A Bay Area developer is moving ahead with plans to replace a Mid-Century Modern motel in Belmont with a 125-unit affordable housing complex.
ROEM Development, based in Santa Clara, has won approval to build the six-story apartment building at 800-803 Belmont Ave., SFYimby reported. The 19-room Bel-Mateo Motel, built in 1952, would be demolished.
The 230,000-square-foot development would include 125 affordable housing units on 1.5 acres, including a three-floor underground parking garage for 152 vehicles.
Construction is expected to take 23 months from groundbreaking to completion. A launch date hasn’t been set.
The classically inspired building, designed by Torrance-based Withee Malcolm Architects, would feature a stone veneer base with arched windows and doors, topped by several stories sheathed in stucco, with a Mediterranean tile roof.
The terraced beige-and-white-colored complex, approved by the Belmont City Council, would include bay windows flanked by green shutters, or fronted by small faux balconies.
“The building embodies a classical organization along its street fronts, with a defined base, mid, and upper section,” according to the project plan. “This organization brings cohesiveness throughout the design, despite the change in elevation and shifts in building mass.”

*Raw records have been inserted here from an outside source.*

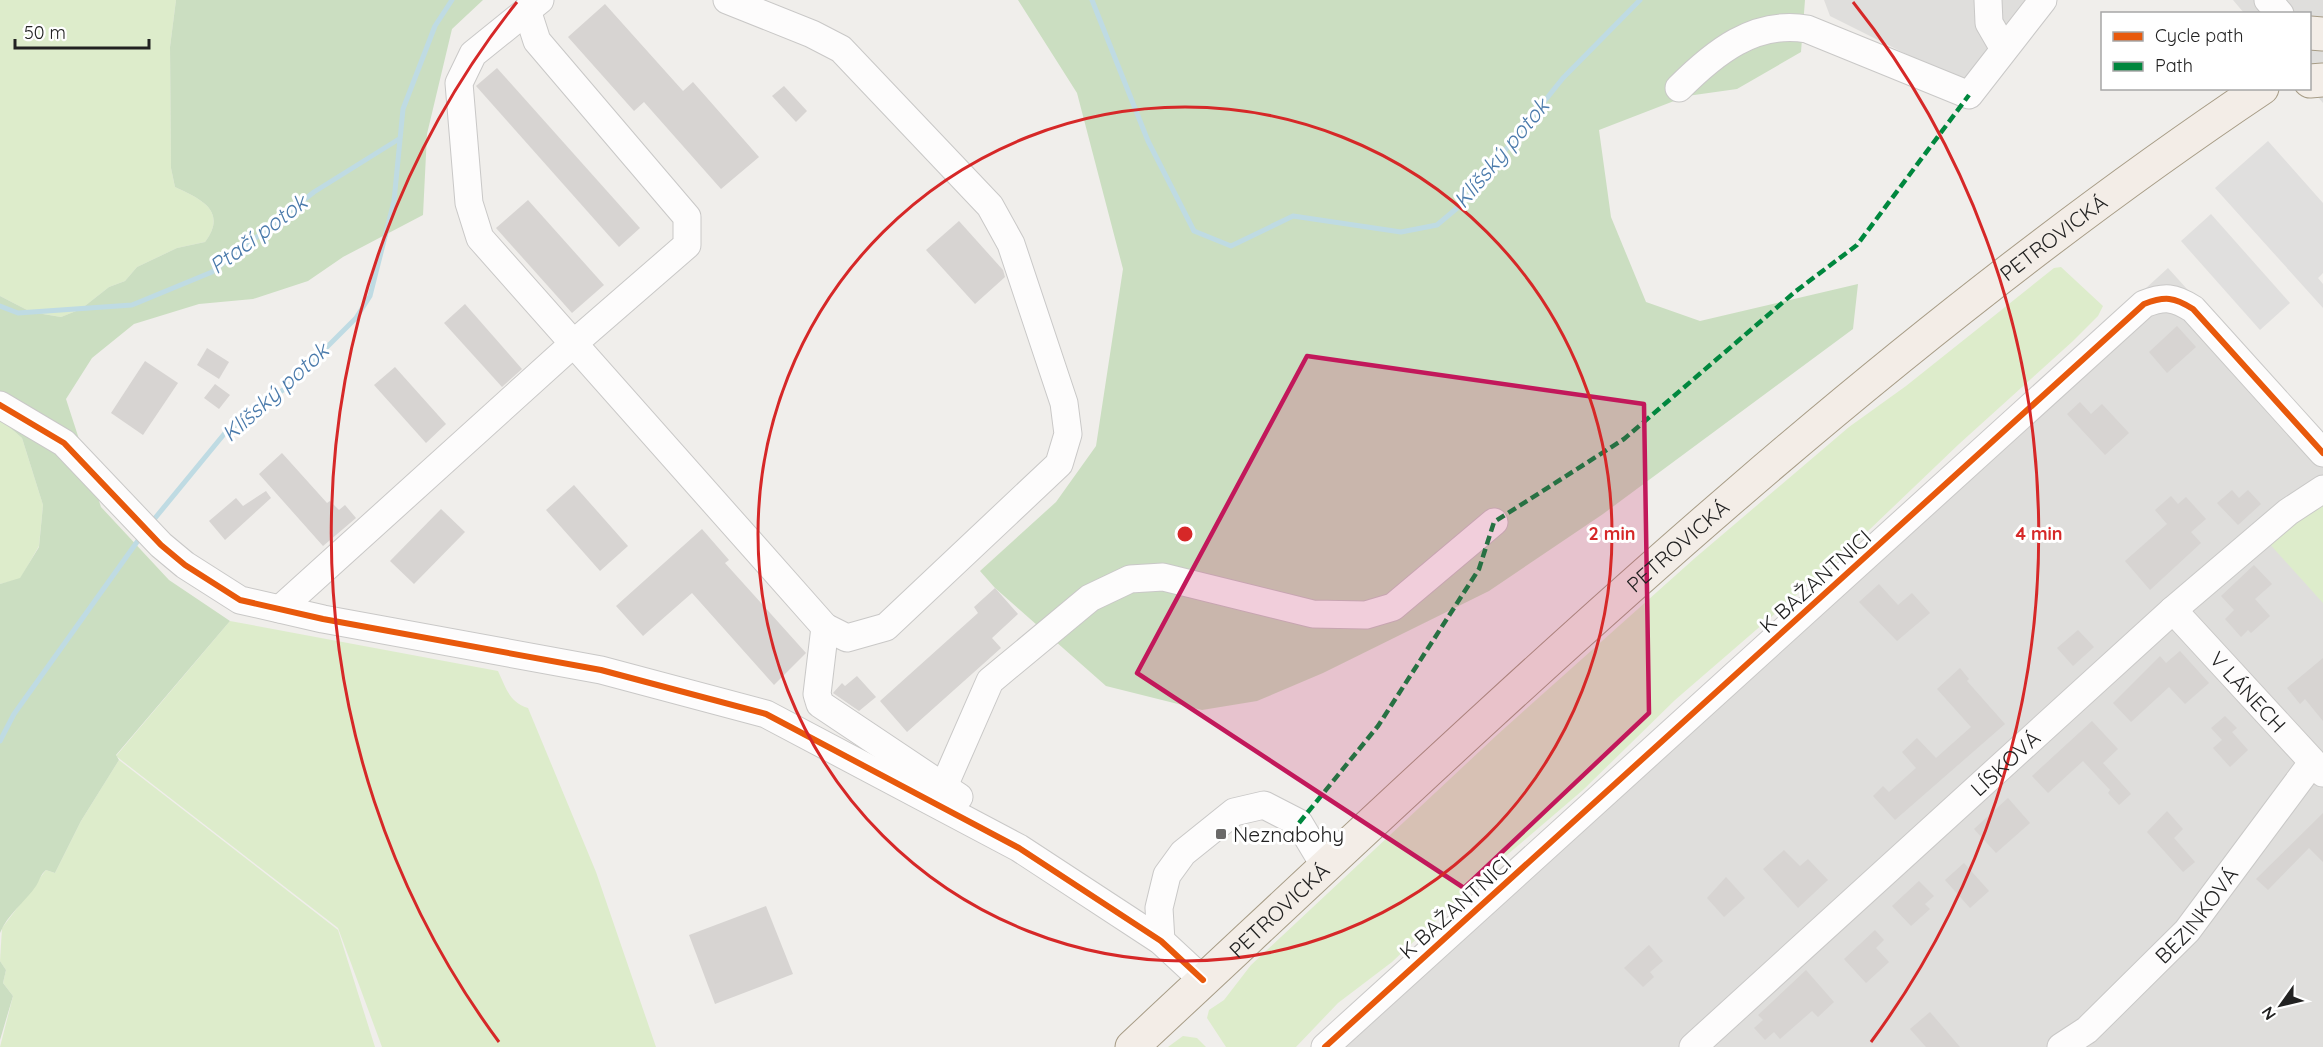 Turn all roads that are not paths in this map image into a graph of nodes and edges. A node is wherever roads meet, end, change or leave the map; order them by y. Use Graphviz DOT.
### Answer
graph roads {
  1 [pos="727,0"];
  2 [pos="1988,0"];
  3 [pos="2043,0"];
  4 [pos="2268,0"];
  5 [pos="533,5"];
  6 [pos="2278,12"];
  7 [pos="2004,50"];
  8 [pos="1679,88"];
  9 [pos="2259,90"];
  10 [pos="573,344"];
  11 [pos="0,405"];
  12 [pos="2323,453"];
  13 [pos="2323,489"];
  14 [pos="1494,522"];
  15 [pos="280,609"];
  16 [pos="2173,610"];
  17 [pos="825,627"];
  18 [pos="2317,768"];
  19 [pos="944,786"];
  20 [pos="1019,848"];
  21 [pos="1326,868"];
  22 [pos="1161,941"];
  23 [pos="1203,980"];
  24 [pos="1132,1047"];
  25 [pos="1325,1047"];
  26 [pos="1693,1047"];
  27 [pos="2061,1047"];
  1 -- 17 [label="street"];
  2 -- 7 [label="street"];
  3 -- 7 [label="street"];
  4 -- 6 [label="street"];
  5 -- 10 [label="street"];
  5 -- 10 [label="street"];
  7 -- 8 [label="street"];
  9 -- 21 [label="main road, PETROVICKÁ"];
  10 -- 15 [label="street"];
  10 -- 17 [label="street"];
  11 -- 15 [label="street"];
  12 -- 25 [label="street, K BAŽANTNICI"];
  13 -- 16 [label="street, LÍSKOVÁ"];
  14 -- 19 [label="street"];
  15 -- 20 [label="street"];
  16 -- 18 [label="street, V LÁNECH"];
  16 -- 26 [label="street, LÍSKOVÁ"];
  17 -- 19 [label="street"];
  18 -- 27 [label="street, BEZINKOVÁ"];
  19 -- 20 [label="street"];
  20 -- 22 [label="street"];
  21 -- 22 [label="street"];
  21 -- 23 [label="main road, PETROVICKÁ"];
  22 -- 23 [label="street"];
  23 -- 24 [label="main road, PETROVICKÁ"];
}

Amenities will include a fitness center, club room, computer/homework room, children’s play structure and a 6,500-square-foot outdoor recreation space.
The apartments will include 52 one-bedroom, 40 two-bedroom and 33 three-bedroom units.

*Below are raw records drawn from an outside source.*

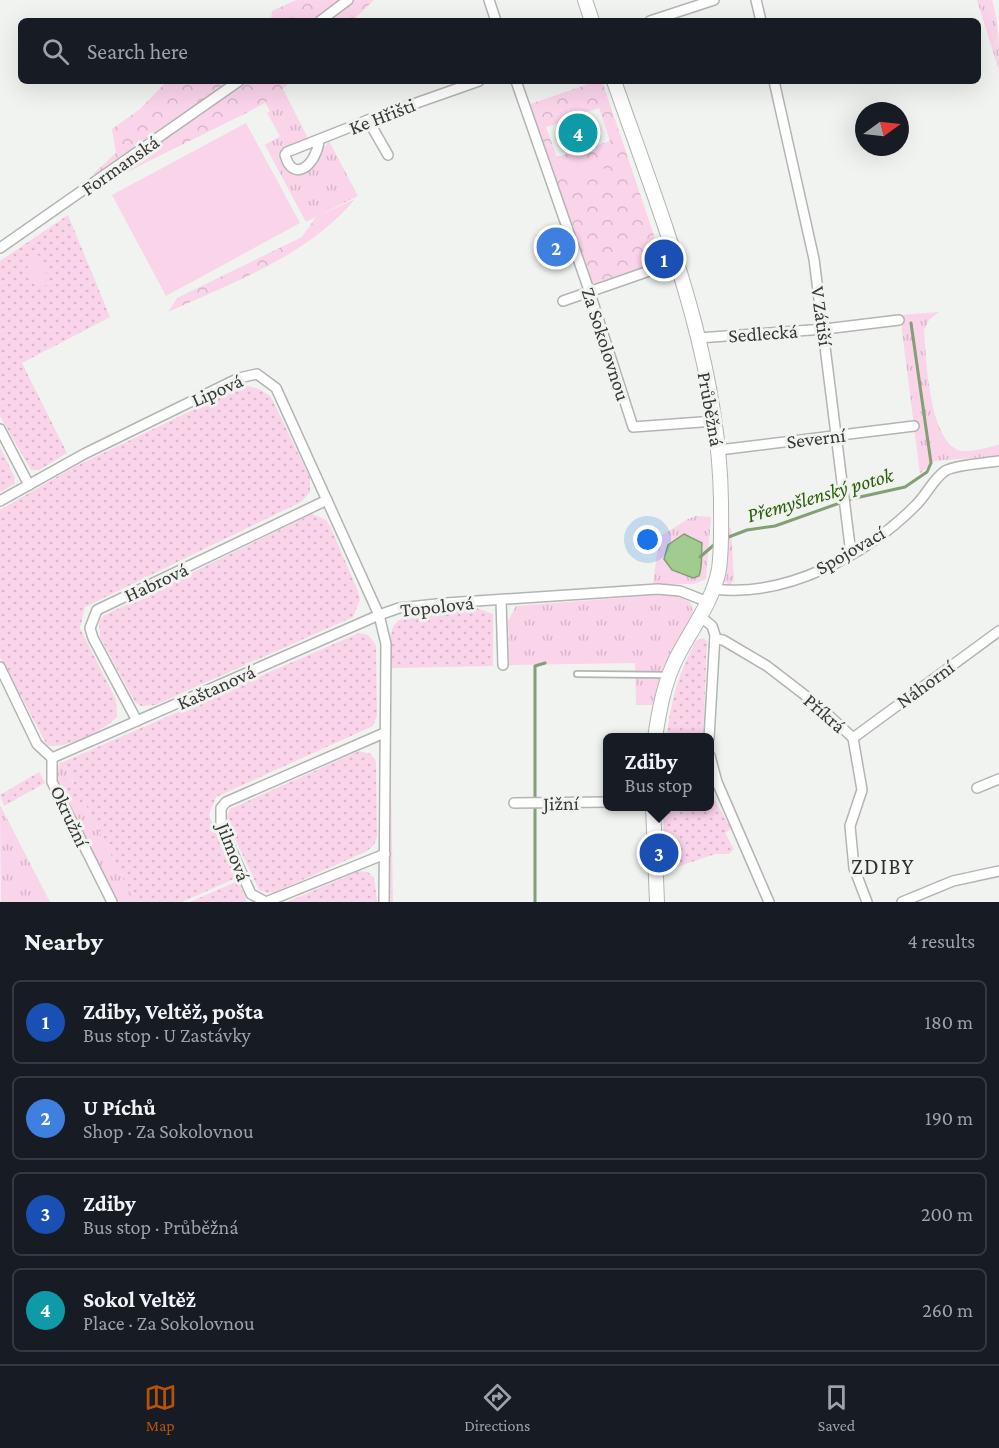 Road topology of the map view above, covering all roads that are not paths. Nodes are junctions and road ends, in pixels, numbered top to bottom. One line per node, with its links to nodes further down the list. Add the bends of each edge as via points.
1 (348, 0): 6 (street)
2 (489, 0): 7 (street)
3 (585, 0): 8 (street)
4 (714, 0): 9 (street)
5 (756, 0): 10 (street)
6 (324, 18)
7 (495, 18)
8 (591, 18)
9 (659, 18)
10 (760, 18)
11 (235, 84): 19 (street, Formanská)
12 (470, 84): 16 (street, Ke Hřišti)
13 (517, 84): 21 (street, Za Sokolovnou)
14 (615, 84): 20 (street, Průběžná)
15 (775, 84): 24 (street, V Zátiší, via 814,259)
16 (368, 120): 17 (street, Ke Hřišti); 18 (street)
17 (319, 141)
18 (388, 155)
19 (0, 248)
20 (675, 262): 21 (street); 25 (street, Průběžná)
21 (590, 293): 22 (street); 26 (street, Za Sokolovnou, via 633,428)
22 (563, 301)
23 (899, 320): 24 (street, Sedlecká)
24 (825, 329): 25 (street, Sedlecká); 29 (street, V Zátiší)
25 (698, 338): 26 (street, Průběžná)
26 (715, 422): 30 (street, Průběžná)
27 (914, 426): 29 (street, Severní)
28 (0, 429): 32 (street)
29 (836, 436): 30 (street, Severní); 35 (street, V Zátiší)
30 (719, 450): 36 (street, Průběžná, via 721,541)
31 (999, 461): 35 (street, Spojovací, via 946,470 916,505 880,536)
32 (29, 485): 33 (street, Lipová, via 239,378 257,374 276,388); 34 (street, Lipová)
33 (327, 500): 39 (street, Lipová); 47 (street, Habrová, via 97,610 90,628 93,638)
34 (0, 501)
35 (851, 554): 36 (street, Spojovací, via 788,581 735,590)
36 (714, 589): 38 (street, Průběžná)
37 (501, 600): 38 (street, Topolová, via 669,589); 39 (street, Topolová, via 399,608); 43 (street)
38 (708, 602): 40 (street, Průběžná)
39 (379, 615): 47 (street, Kaštanová); 48 (street, Topolová, via 386,644)
40 (700, 616): 42 (street, via 713,629); 46 (street, Průběžná)
41 (999, 631): 51 (street, Náhorní)
42 (715, 639): 50 (street); 51 (street, Příkrá, via 766,666)
43 (503, 665)
44 (0, 667): 52 (street, Okružní, via 37,744)
45 (578, 674): 46 (lane)
46 (669, 676): 49 (street, Průběžná)
47 (136, 721): 52 (street, Kaštanová)
48 (384, 733): 59 (street, Topolová); 59 (street, Jilmová, via 226,802 220,816 251,894 266,902)
49 (656, 733)
50 (709, 733)
51 (853, 738): 65 (street, Příkrá, via 862,790 850,826 854,868)
52 (52, 758): 61 (street, Okružní, via 52,782)
53 (714, 771): 64 (street)
54 (999, 779): 55 (street)
55 (977, 788)
56 (603, 802): 57 (street, Jižní)
57 (514, 803)
58 (653, 811): 63 (street)
59 (385, 854): 62 (street, Topolová)
60 (999, 871): 66 (street, via 953,881)
61 (112, 902)
62 (384, 902)
63 (657, 902)
64 (769, 902)
65 (867, 902)
66 (902, 902)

Thirty-six units will be for extremely low-income households, of which 19 will be supportive housing for formerly homeless veterans, according to SFYimby. The remaining 89 units will be for low-income households earning between 50 percent and 80 percent of the median income for San Mateo County.
Residents will be just five minutes away from the Belmont Caltrain Station and adjacent grocery store with the SamTrans bus. The train station’s parking lot also hosts the Belmont Farmers’ Market each Sunday.

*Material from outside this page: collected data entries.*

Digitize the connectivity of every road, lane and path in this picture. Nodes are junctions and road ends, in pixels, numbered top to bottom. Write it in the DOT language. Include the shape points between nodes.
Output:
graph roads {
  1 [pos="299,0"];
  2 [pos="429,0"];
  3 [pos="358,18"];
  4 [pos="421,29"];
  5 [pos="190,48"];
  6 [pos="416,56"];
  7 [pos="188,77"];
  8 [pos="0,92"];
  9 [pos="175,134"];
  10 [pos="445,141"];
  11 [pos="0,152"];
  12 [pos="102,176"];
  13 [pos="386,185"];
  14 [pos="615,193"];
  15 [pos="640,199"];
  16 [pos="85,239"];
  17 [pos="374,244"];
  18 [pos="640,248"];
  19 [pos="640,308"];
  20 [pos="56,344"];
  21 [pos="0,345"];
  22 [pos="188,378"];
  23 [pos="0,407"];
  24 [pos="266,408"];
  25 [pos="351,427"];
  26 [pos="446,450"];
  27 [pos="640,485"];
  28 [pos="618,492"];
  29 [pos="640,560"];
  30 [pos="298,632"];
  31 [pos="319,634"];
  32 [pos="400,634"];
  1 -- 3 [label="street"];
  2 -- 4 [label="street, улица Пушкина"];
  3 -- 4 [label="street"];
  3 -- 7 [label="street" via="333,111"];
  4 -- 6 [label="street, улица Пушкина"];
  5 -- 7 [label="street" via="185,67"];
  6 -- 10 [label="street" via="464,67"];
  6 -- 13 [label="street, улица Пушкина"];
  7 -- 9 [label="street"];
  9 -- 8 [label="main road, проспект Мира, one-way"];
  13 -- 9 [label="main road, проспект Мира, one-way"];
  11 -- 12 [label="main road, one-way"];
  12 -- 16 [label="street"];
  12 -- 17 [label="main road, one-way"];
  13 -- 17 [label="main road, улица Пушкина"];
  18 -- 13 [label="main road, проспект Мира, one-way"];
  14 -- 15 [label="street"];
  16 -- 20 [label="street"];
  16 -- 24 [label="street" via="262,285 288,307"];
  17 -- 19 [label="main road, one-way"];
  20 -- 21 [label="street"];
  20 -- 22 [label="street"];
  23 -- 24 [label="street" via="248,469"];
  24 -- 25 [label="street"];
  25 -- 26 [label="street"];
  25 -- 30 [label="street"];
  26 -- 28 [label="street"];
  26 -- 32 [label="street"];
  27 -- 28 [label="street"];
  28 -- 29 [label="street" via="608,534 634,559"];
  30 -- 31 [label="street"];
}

The project would require demolishing the Bel-Mateo Motel. The motel, opened by Paul and Eva Venturelli in 1952, was reviewed as a possible historic resource for its Mid-century Modern design and neon sign.
On a hill behind the motel is Van’s, a century-old Italian restaurant and onetime Prohibition speakeasy that closed in May 2020. Built as a teahouse in 1915 for the Japanese Exhibition at the Panama-Pacific International Exposition in San Francisco, it was hauled by barge down to the Peninsula and rebuilt, with a sign linked to the Bel-Mateo Motel.